►

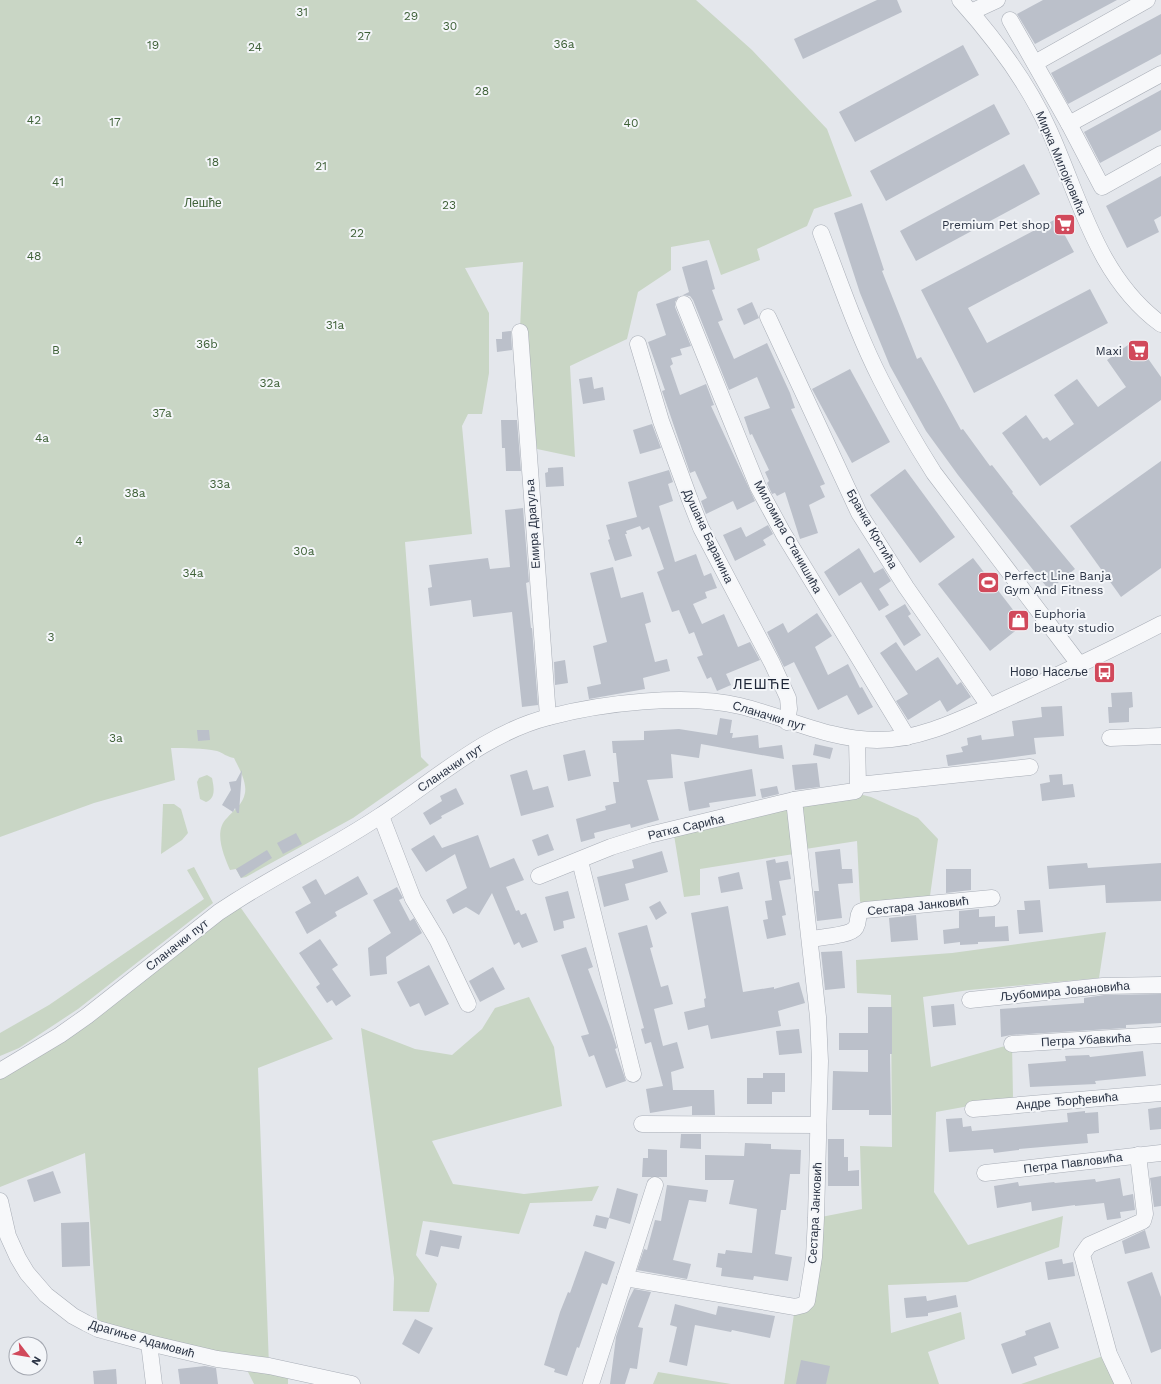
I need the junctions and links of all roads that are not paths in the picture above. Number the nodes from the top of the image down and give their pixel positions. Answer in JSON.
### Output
{"nodes":[{"id":1,"x":960,"y":0,"type":"edge"},
{"id":2,"x":997,"y":0,"type":"edge"},
{"id":3,"x":1147,"y":0,"type":"edge"},
{"id":4,"x":970,"y":12,"type":"junction"},
{"id":5,"x":1010,"y":20,"type":"dead end"},
{"id":6,"x":1035,"y":63,"type":"junction"},
{"id":7,"x":1161,"y":74,"type":"edge"},
{"id":8,"x":1069,"y":124,"type":"junction"},
{"id":9,"x":1161,"y":154,"type":"edge"},
{"id":10,"x":822,"y":233,"type":"dead end"},
{"id":11,"x":684,"y":304,"type":"dead end"},
{"id":12,"x":768,"y":317,"type":"dead end"},
{"id":13,"x":1161,"y":324,"type":"edge"},
{"id":14,"x":520,"y":332,"type":"dead end"},
{"id":15,"x":638,"y":344,"type":"dead end"},
{"id":16,"x":1161,"y":624,"type":"edge"},
{"id":17,"x":1079,"y":664,"type":"junction"},
{"id":18,"x":989,"y":706,"type":"junction"},
{"id":19,"x":548,"y":717,"type":"junction"},
{"id":20,"x":787,"y":722,"type":"junction"},
{"id":21,"x":1161,"y":736,"type":"edge"},
{"id":22,"x":907,"y":737,"type":"junction"},
{"id":23,"x":1110,"y":738,"type":"dead end"},
{"id":24,"x":857,"y":740,"type":"junction"},
{"id":25,"x":1030,"y":767,"type":"dead end"},
{"id":26,"x":858,"y":785,"type":"junction"},
{"id":27,"x":794,"y":800,"type":"junction"},
{"id":28,"x":381,"y":816,"type":"junction"},
{"id":29,"x":580,"y":861,"type":"junction"},
{"id":30,"x":539,"y":876,"type":"dead end"},
{"id":31,"x":992,"y":898,"type":"dead end"},
{"id":32,"x":810,"y":939,"type":"junction"},
{"id":33,"x":1161,"y":984,"type":"edge"},
{"id":34,"x":970,"y":1000,"type":"dead end"},
{"id":35,"x":468,"y":1004,"type":"dead end"},
{"id":36,"x":1161,"y":1035,"type":"edge"},
{"id":37,"x":1012,"y":1044,"type":"dead end"},
{"id":38,"x":0,"y":1071,"type":"edge"},
{"id":39,"x":633,"y":1074,"type":"dead end"},
{"id":40,"x":1161,"y":1093,"type":"edge"},
{"id":41,"x":973,"y":1109,"type":"dead end"},
{"id":42,"x":642,"y":1124,"type":"dead end"},
{"id":43,"x":818,"y":1125,"type":"junction"},
{"id":44,"x":1161,"y":1153,"type":"edge"},
{"id":45,"x":1138,"y":1155,"type":"junction"},
{"id":46,"x":985,"y":1174,"type":"dead end"},
{"id":47,"x":655,"y":1185,"type":"dead end"},
{"id":48,"x":0,"y":1201,"type":"edge"},
{"id":49,"x":0,"y":1204,"type":"edge"},
{"id":50,"x":625,"y":1278,"type":"junction"},
{"id":51,"x":149,"y":1343,"type":"junction"},
{"id":52,"x":154,"y":1384,"type":"edge"},
{"id":53,"x":352,"y":1384,"type":"edge"},
{"id":54,"x":591,"y":1384,"type":"edge"},
{"id":55,"x":1123,"y":1384,"type":"edge"}],
"edges":[{"from":1,"to":4,"type":"street","name":"Мирка Милојковића"},
{"from":2,"to":4,"type":"street"},
{"from":3,"to":6,"type":"street"},
{"from":4,"to":13,"type":"street","name":"Мирка Милојковића"},
{"from":5,"to":6,"type":"street","name":"Мирка Милојковића"},
{"from":6,"to":8,"type":"street","name":"Мирка Милојковића"},
{"from":7,"to":8,"type":"street","name":"Мирка Милојковића"},
{"from":8,"to":9,"type":"street","name":"Мирка Милојковића"},
{"from":10,"to":17,"type":"street"},
{"from":11,"to":22,"type":"street","name":"Миломира Станишића"},
{"from":12,"to":18,"type":"street","name":"Бранка Крстића"},
{"from":14,"to":19,"type":"street","name":"Емира Драгуља"},
{"from":15,"to":20,"type":"street","name":"Душана Баранина"},
{"from":16,"to":17,"type":"street","name":"Сланачки пут"},
{"from":17,"to":18,"type":"street","name":"Сланачки пут"},
{"from":18,"to":22,"type":"street","name":"Сланачки пут"},
{"from":19,"to":20,"type":"street","name":"Сланачки пут"},
{"from":19,"to":28,"type":"street","name":"Сланачки пут"},
{"from":20,"to":24,"type":"street","name":"Сланачки пут"},
{"from":21,"to":23,"type":"street"},
{"from":22,"to":24,"type":"street","name":"Сланачки пут"},
{"from":24,"to":26,"type":"street"},
{"from":25,"to":26,"type":"street"},
{"from":26,"to":27,"type":"street","name":"Ратка Сарића"},
{"from":27,"to":29,"type":"street","name":"Ратка Сарића"},
{"from":27,"to":32,"type":"street","name":"Сестара Јанковић"},
{"from":28,"to":35,"type":"street"},
{"from":28,"to":38,"type":"street","name":"Сланачки пут"},
{"from":29,"to":30,"type":"street","name":"Ратка Сарића"},
{"from":29,"to":39,"type":"street"},
{"from":31,"to":32,"type":"street","name":"Сестара Јанковић"},
{"from":32,"to":43,"type":"street","name":"Сестара Јанковић"},
{"from":33,"to":34,"type":"street","name":"Љубомира Јовановића"},
{"from":36,"to":37,"type":"street","name":"Петра Убавкића"},
{"from":40,"to":41,"type":"street","name":"Андре Ђорђевића"},
{"from":42,"to":43,"type":"street"},
{"from":43,"to":50,"type":"street","name":"Сестара Јанковић"},
{"from":44,"to":45,"type":"street","name":"Петра Павловића"},
{"from":45,"to":46,"type":"street","name":"Петра Павловића"},
{"from":45,"to":55,"type":"street"},
{"from":47,"to":50,"type":"street"},
{"from":48,"to":49,"type":"street","name":"Драгиње Адамовић"},
{"from":49,"to":51,"type":"street","name":"Драгиње Адамовић"},
{"from":50,"to":54,"type":"street"},
{"from":51,"to":52,"type":"street"},
{"from":51,"to":53,"type":"street","name":"Драгиње Адамовић"}]}
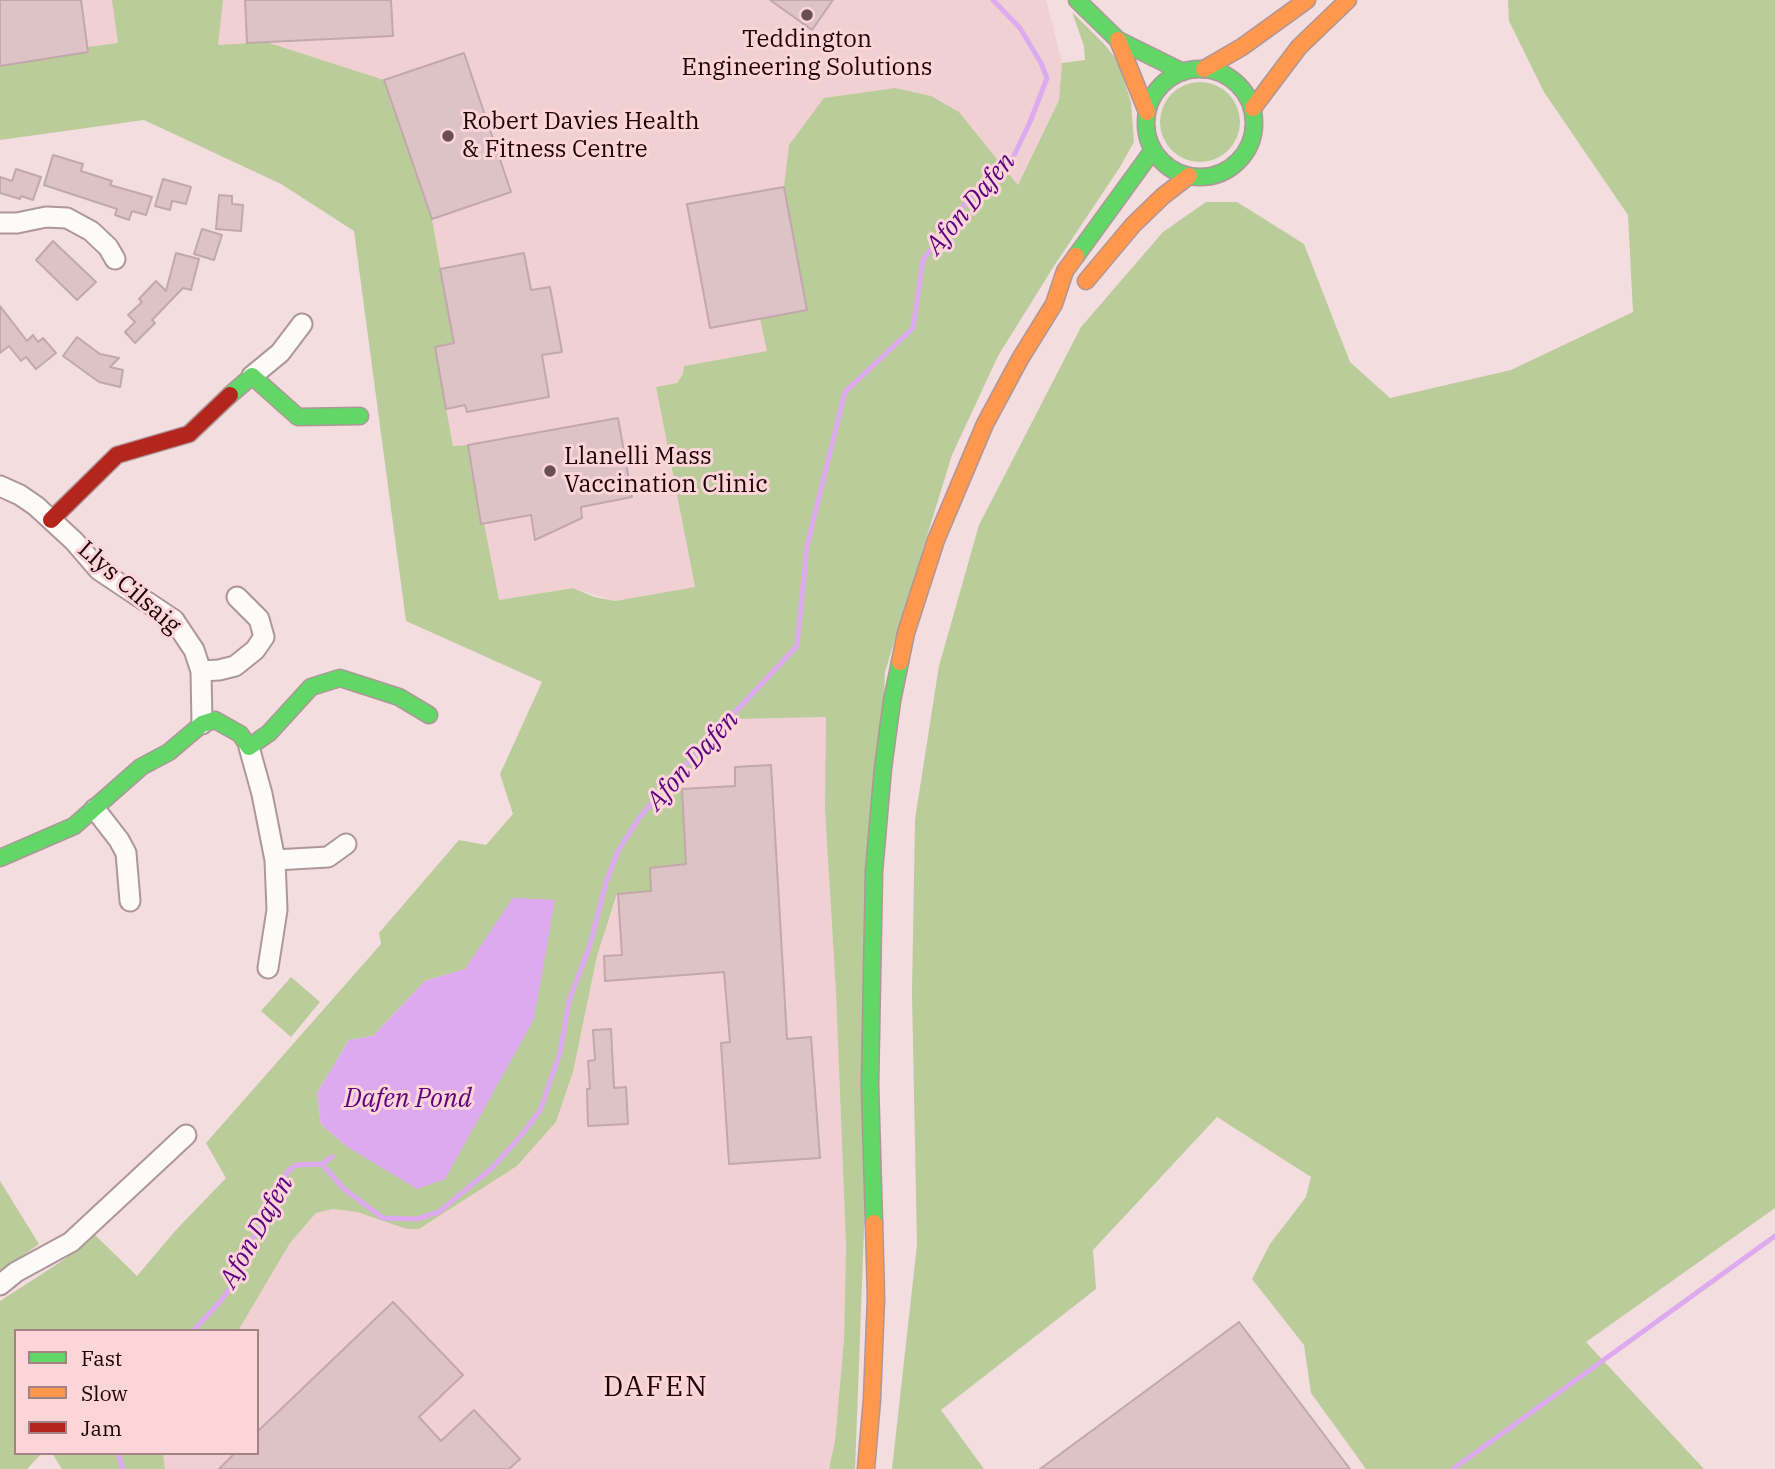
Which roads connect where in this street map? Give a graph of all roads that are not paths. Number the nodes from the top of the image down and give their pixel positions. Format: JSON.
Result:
{"nodes":[{"id":1,"x":1077,"y":0,"type":"edge"},
{"id":2,"x":1307,"y":0,"type":"edge"},
{"id":3,"x":1348,"y":0,"type":"edge"},
{"id":4,"x":1118,"y":40,"type":"junction"},
{"id":5,"x":1204,"y":69,"type":"junction"},
{"id":6,"x":1183,"y":72,"type":"junction"},
{"id":7,"x":1253,"y":108,"type":"junction"},
{"id":8,"x":1147,"y":112,"type":"junction"},
{"id":9,"x":1153,"y":150,"type":"junction"},
{"id":10,"x":1189,"y":176,"type":"junction"},
{"id":11,"x":0,"y":223,"type":"edge"},
{"id":12,"x":115,"y":259,"type":"dead end"},
{"id":13,"x":1054,"y":304,"type":"junction"},
{"id":14,"x":302,"y":324,"type":"dead end"},
{"id":15,"x":252,"y":376,"type":"junction"},
{"id":16,"x":360,"y":415,"type":"dead end"},
{"id":17,"x":0,"y":486,"type":"edge"},
{"id":18,"x":51,"y":520,"type":"junction"},
{"id":19,"x":237,"y":597,"type":"dead end"},
{"id":20,"x":201,"y":671,"type":"junction"},
{"id":21,"x":429,"y":715,"type":"dead end"},
{"id":22,"x":202,"y":724,"type":"junction"},
{"id":23,"x":249,"y":747,"type":"junction"},
{"id":24,"x":95,"y":809,"type":"junction"},
{"id":25,"x":346,"y":844,"type":"dead end"},
{"id":26,"x":0,"y":858,"type":"edge"},
{"id":27,"x":275,"y":860,"type":"junction"},
{"id":28,"x":130,"y":901,"type":"dead end"},
{"id":29,"x":268,"y":968,"type":"dead end"},
{"id":30,"x":186,"y":1135,"type":"dead end"},
{"id":31,"x":0,"y":1285,"type":"edge"},
{"id":32,"x":866,"y":1469,"type":"edge"}],
"edges":[{"from":1,"to":4,"type":"main road"},
{"from":2,"to":5,"type":"main road"},
{"from":3,"to":7,"type":"main road"},
{"from":4,"to":6,"type":"main road"},
{"from":4,"to":8,"type":"main road"},
{"from":5,"to":6,"type":"main road"},
{"from":5,"to":7,"type":"main road"},
{"from":6,"to":8,"type":"main road"},
{"from":7,"to":10,"type":"main road"},
{"from":8,"to":9,"type":"main road"},
{"from":9,"to":10,"type":"main road"},
{"from":9,"to":13,"type":"main road"},
{"from":10,"to":13,"type":"main road"},
{"from":11,"to":12,"type":"street"},
{"from":13,"to":32,"type":"main road"},
{"from":14,"to":15,"type":"street"},
{"from":15,"to":16,"type":"main road"},
{"from":15,"to":18,"type":"main road"},
{"from":17,"to":18,"type":"street","name":"Llys Cilsaig"},
{"from":18,"to":20,"type":"street","name":"Llys Cilsaig"},
{"from":19,"to":20,"type":"street"},
{"from":20,"to":22,"type":"street","name":"Llys Cilsaig"},
{"from":21,"to":23,"type":"main road"},
{"from":22,"to":23,"type":"main road"},
{"from":22,"to":24,"type":"main road"},
{"from":23,"to":27,"type":"street"},
{"from":24,"to":26,"type":"main road"},
{"from":24,"to":28,"type":"street"},
{"from":25,"to":27,"type":"street"},
{"from":27,"to":29,"type":"street"},
{"from":30,"to":31,"type":"street"}]}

◄

* [The problem]
What is the number of lines in these entries that hold "Cilsaig"? Reply with the figure alone.

* [Solution]
3